WHAT IS EXPECTED — Make an exact copy of the whole listing, but leave its pictures out.

DATASET EXTRACT —
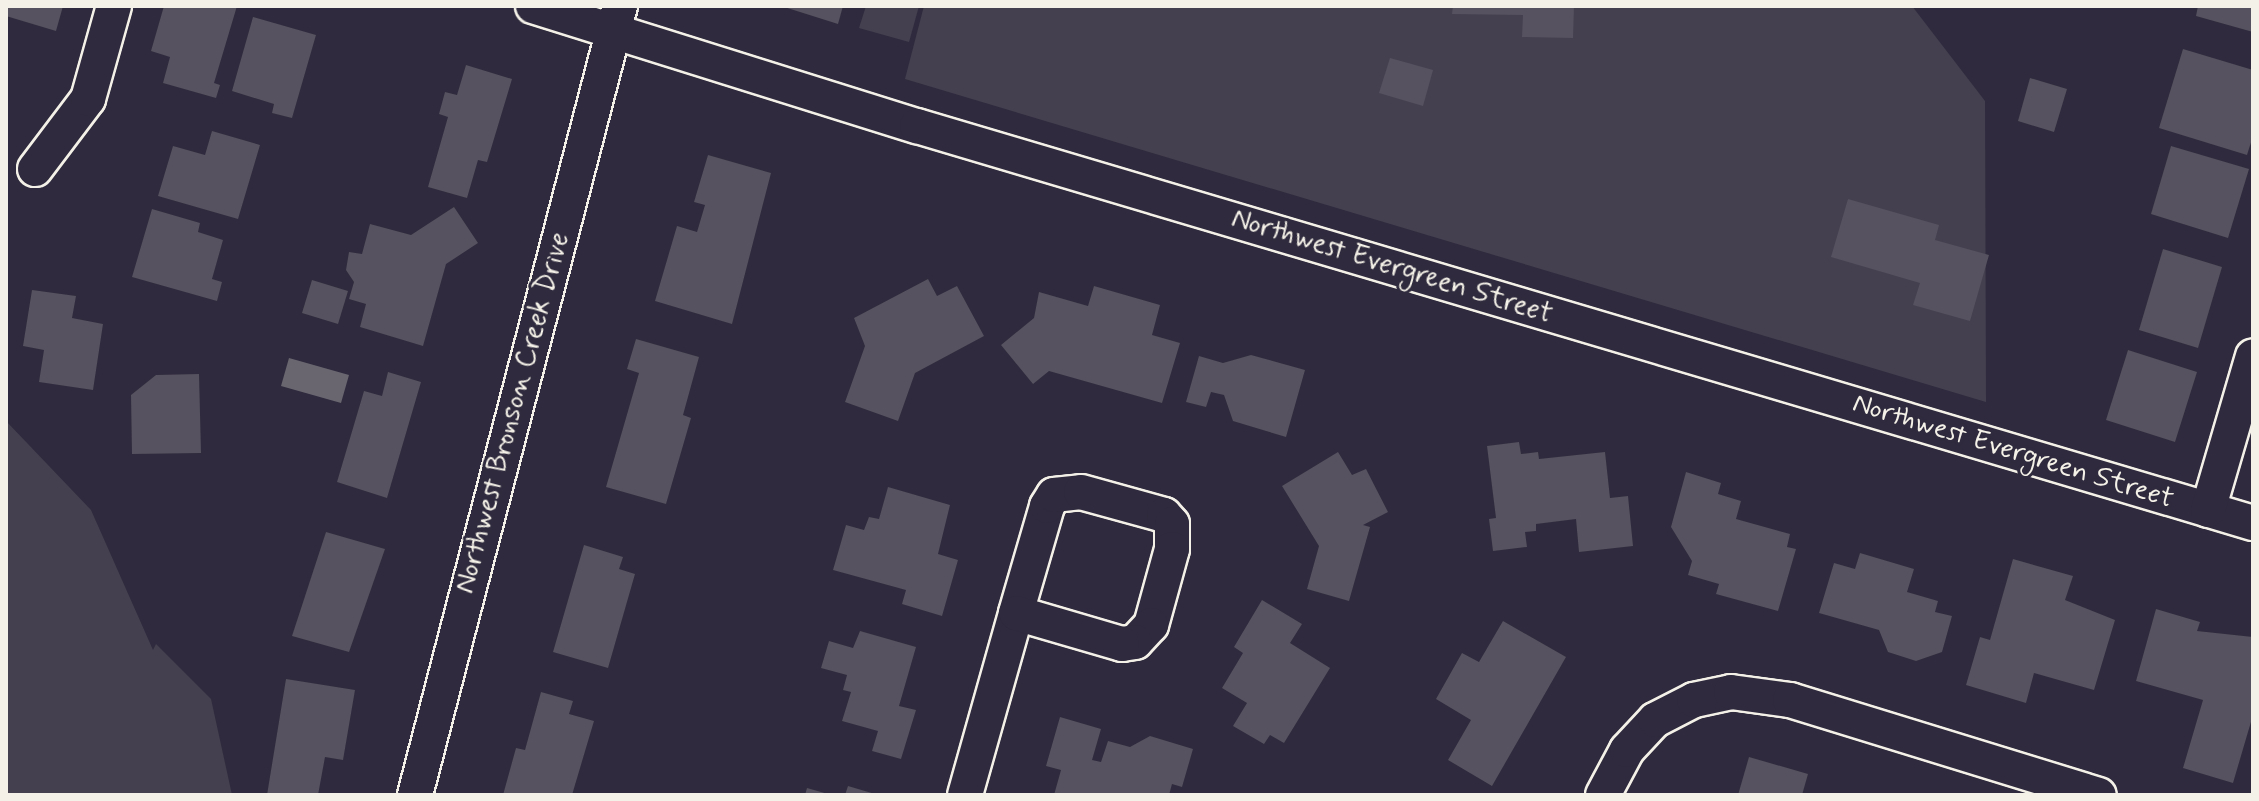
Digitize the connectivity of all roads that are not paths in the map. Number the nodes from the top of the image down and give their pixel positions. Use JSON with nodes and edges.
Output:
{"nodes":[{"id":1,"x":114,"y":6,"type":"edge"},
{"id":2,"x":533,"y":6,"type":"edge"},
{"id":3,"x":617,"y":18,"type":"edge"},
{"id":4,"x":35,"y":169,"type":"dead end"},
{"id":5,"x":2253,"y":356,"type":"edge"},
{"id":6,"x":2208,"y":510,"type":"junction"},
{"id":7,"x":2253,"y":523,"type":"edge"},
{"id":8,"x":1016,"y":613,"type":"junction"},
{"id":9,"x":2018,"y":783,"type":"edge"},
{"id":10,"x":415,"y":795,"type":"edge"},
{"id":11,"x":965,"y":795,"type":"edge"},
{"id":12,"x":1603,"y":795,"type":"edge"},
{"id":13,"x":2099,"y":795,"type":"edge"}],
"edges":[{"from":1,"to":4,"type":"street"},
{"from":2,"to":3,"type":"street","name":"Northwest Evergreen Street"},
{"from":3,"to":6,"type":"street","name":"Northwest Evergreen Street"},
{"from":3,"to":10,"type":"street","name":"Northwest Bronson Creek Drive"},
{"from":5,"to":6,"type":"street"},
{"from":6,"to":7,"type":"street","name":"Northwest Evergreen Street"},
{"from":8,"to":8,"type":"street"},
{"from":8,"to":11,"type":"street"},
{"from":9,"to":12,"type":"street"},
{"from":9,"to":13,"type":"street"}]}
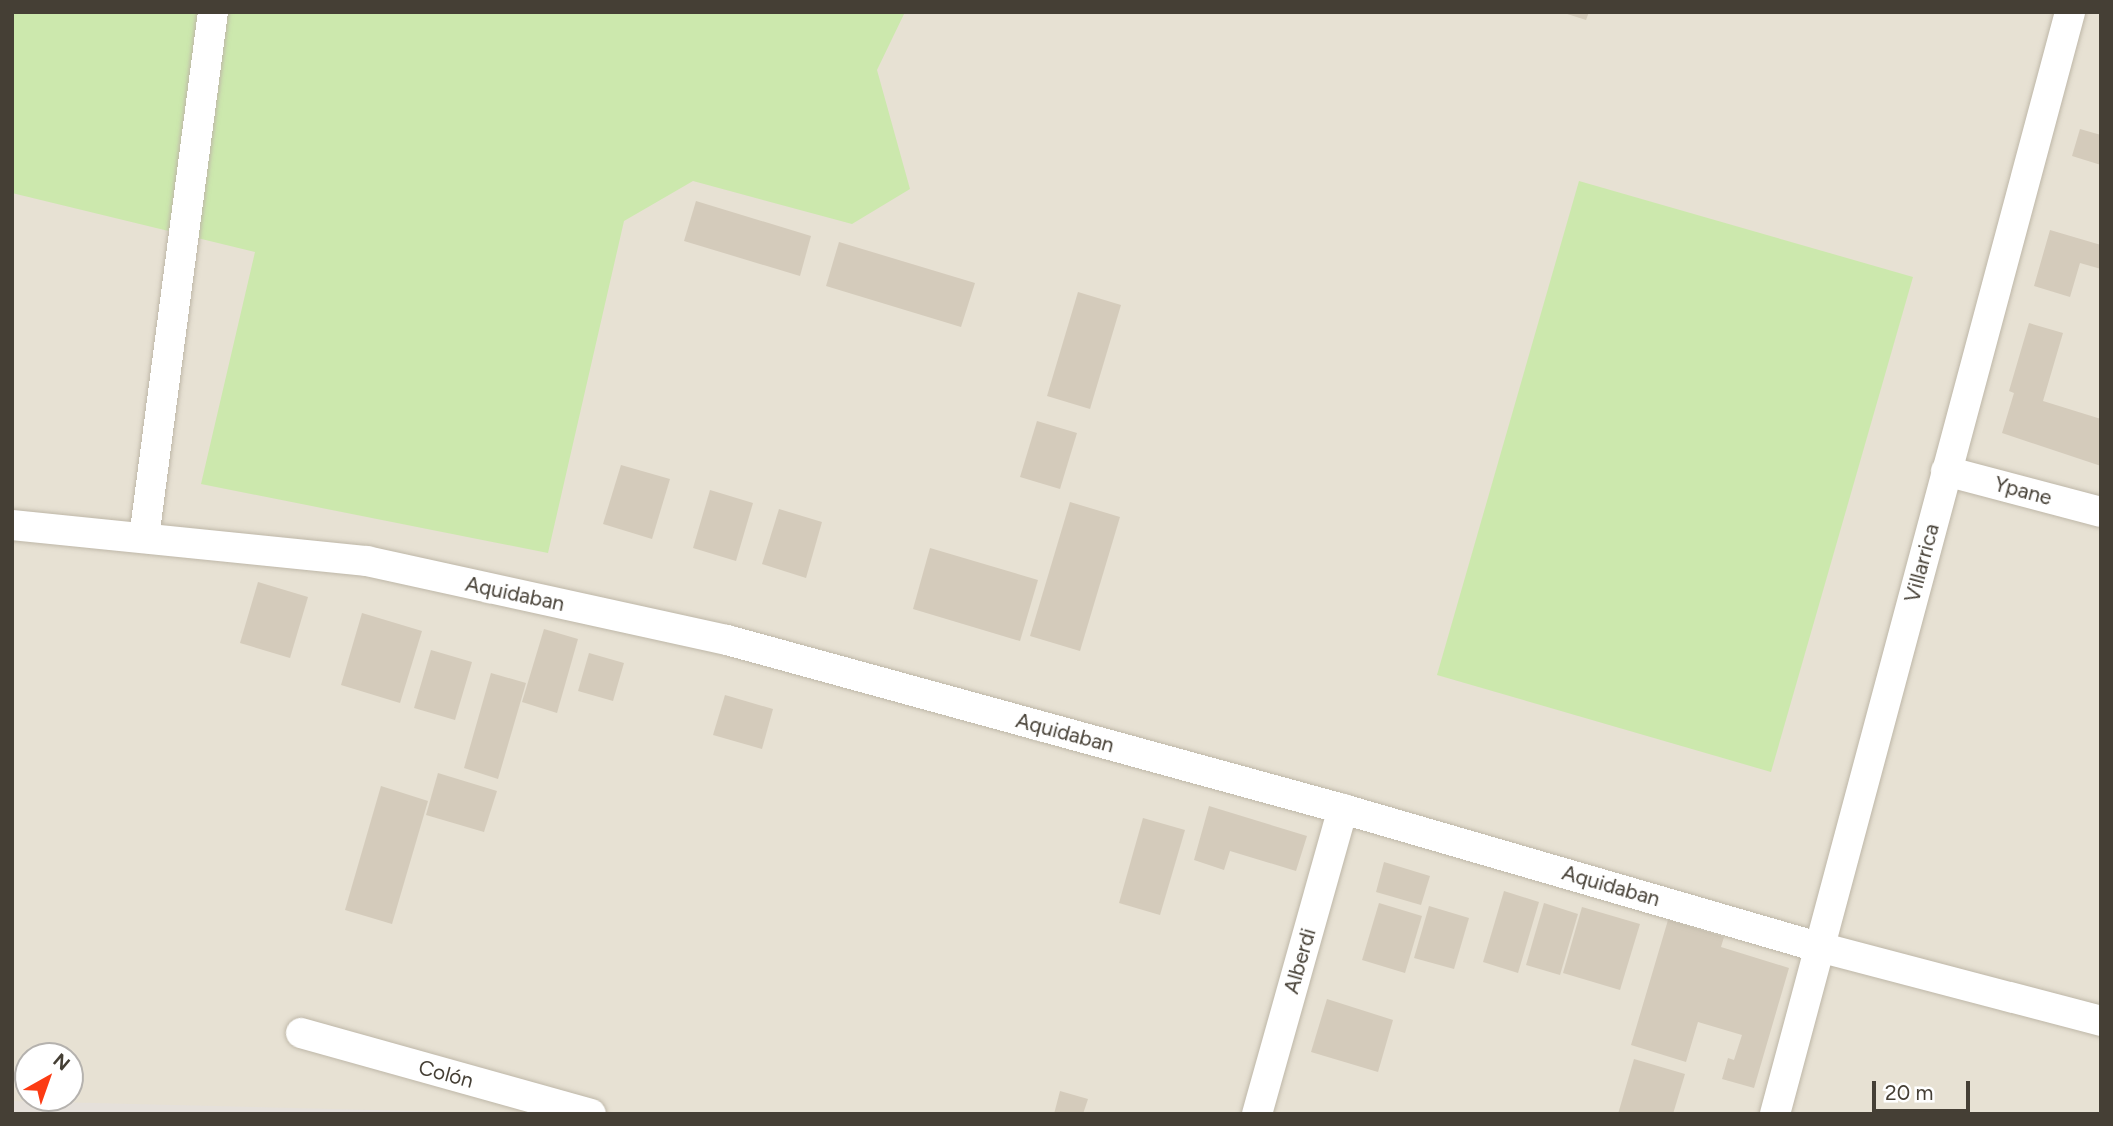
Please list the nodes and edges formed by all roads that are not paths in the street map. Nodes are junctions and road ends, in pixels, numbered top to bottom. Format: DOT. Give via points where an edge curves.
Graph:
graph roads {
  1 [pos="213,12"];
  2 [pos="2070,12"];
  3 [pos="1946,471"];
  4 [pos="2101,512"];
  5 [pos="12,525"];
  6 [pos="144,538"];
  7 [pos="1342,809"];
  8 [pos="1819,947"];
  9 [pos="2101,1021"];
  10 [pos="301,1033"];
  11 [pos="591,1114"];
  12 [pos="1257,1114"];
  13 [pos="1775,1114"];
  1 -- 6 [label="street"];
  2 -- 3 [label="street, Villarrica"];
  3 -- 4 [label="street, Ypane"];
  3 -- 8 [label="street, Villarrica"];
  5 -- 6 [label="street, Aquidaban"];
  6 -- 7 [label="street, Aquidaban" via="367,561 727,640"];
  7 -- 8 [label="street, Aquidaban"];
  7 -- 12 [label="street, Alberdi"];
  8 -- 9 [label="street, Aquidaban"];
  8 -- 13 [label="street, Villarrica"];
  10 -- 11 [label="street, Colón"];
}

RESULT OF THIS EXERCISE —
Digitize the connectivity of all roads that are not paths in the map. Number the nodes from the top of the image down and give their pixel positions. Use JSON with nodes and edges.
Output:
{"nodes":[{"id":1,"x":114,"y":6,"type":"edge"},
{"id":2,"x":533,"y":6,"type":"edge"},
{"id":3,"x":617,"y":18,"type":"edge"},
{"id":4,"x":35,"y":169,"type":"dead end"},
{"id":5,"x":2253,"y":356,"type":"edge"},
{"id":6,"x":2208,"y":510,"type":"junction"},
{"id":7,"x":2253,"y":523,"type":"edge"},
{"id":8,"x":1016,"y":613,"type":"junction"},
{"id":9,"x":2018,"y":783,"type":"edge"},
{"id":10,"x":415,"y":795,"type":"edge"},
{"id":11,"x":965,"y":795,"type":"edge"},
{"id":12,"x":1603,"y":795,"type":"edge"},
{"id":13,"x":2099,"y":795,"type":"edge"}],
"edges":[{"from":1,"to":4,"type":"street"},
{"from":2,"to":3,"type":"street","name":"Northwest Evergreen Street"},
{"from":3,"to":6,"type":"street","name":"Northwest Evergreen Street"},
{"from":3,"to":10,"type":"street","name":"Northwest Bronson Creek Drive"},
{"from":5,"to":6,"type":"street"},
{"from":6,"to":7,"type":"street","name":"Northwest Evergreen Street"},
{"from":8,"to":8,"type":"street"},
{"from":8,"to":11,"type":"street"},
{"from":9,"to":12,"type":"street"},
{"from":9,"to":13,"type":"street"}]}
Please list the nodes and edges formed by all roads that are not paths in the street map. Nodes are junctions and road ends, in pixels, numbered top to bottom. Format: DOT. Give via points where an edge curves.
Graph:
graph roads {
  1 [pos="213,12"];
  2 [pos="2070,12"];
  3 [pos="1946,471"];
  4 [pos="2101,512"];
  5 [pos="12,525"];
  6 [pos="144,538"];
  7 [pos="1342,809"];
  8 [pos="1819,947"];
  9 [pos="2101,1021"];
  10 [pos="301,1033"];
  11 [pos="591,1114"];
  12 [pos="1257,1114"];
  13 [pos="1775,1114"];
  1 -- 6 [label="street"];
  2 -- 3 [label="street, Villarrica"];
  3 -- 4 [label="street, Ypane"];
  3 -- 8 [label="street, Villarrica"];
  5 -- 6 [label="street, Aquidaban"];
  6 -- 7 [label="street, Aquidaban" via="367,561 727,640"];
  7 -- 8 [label="street, Aquidaban"];
  7 -- 12 [label="street, Alberdi"];
  8 -- 9 [label="street, Aquidaban"];
  8 -- 13 [label="street, Villarrica"];
  10 -- 11 [label="street, Colón"];
}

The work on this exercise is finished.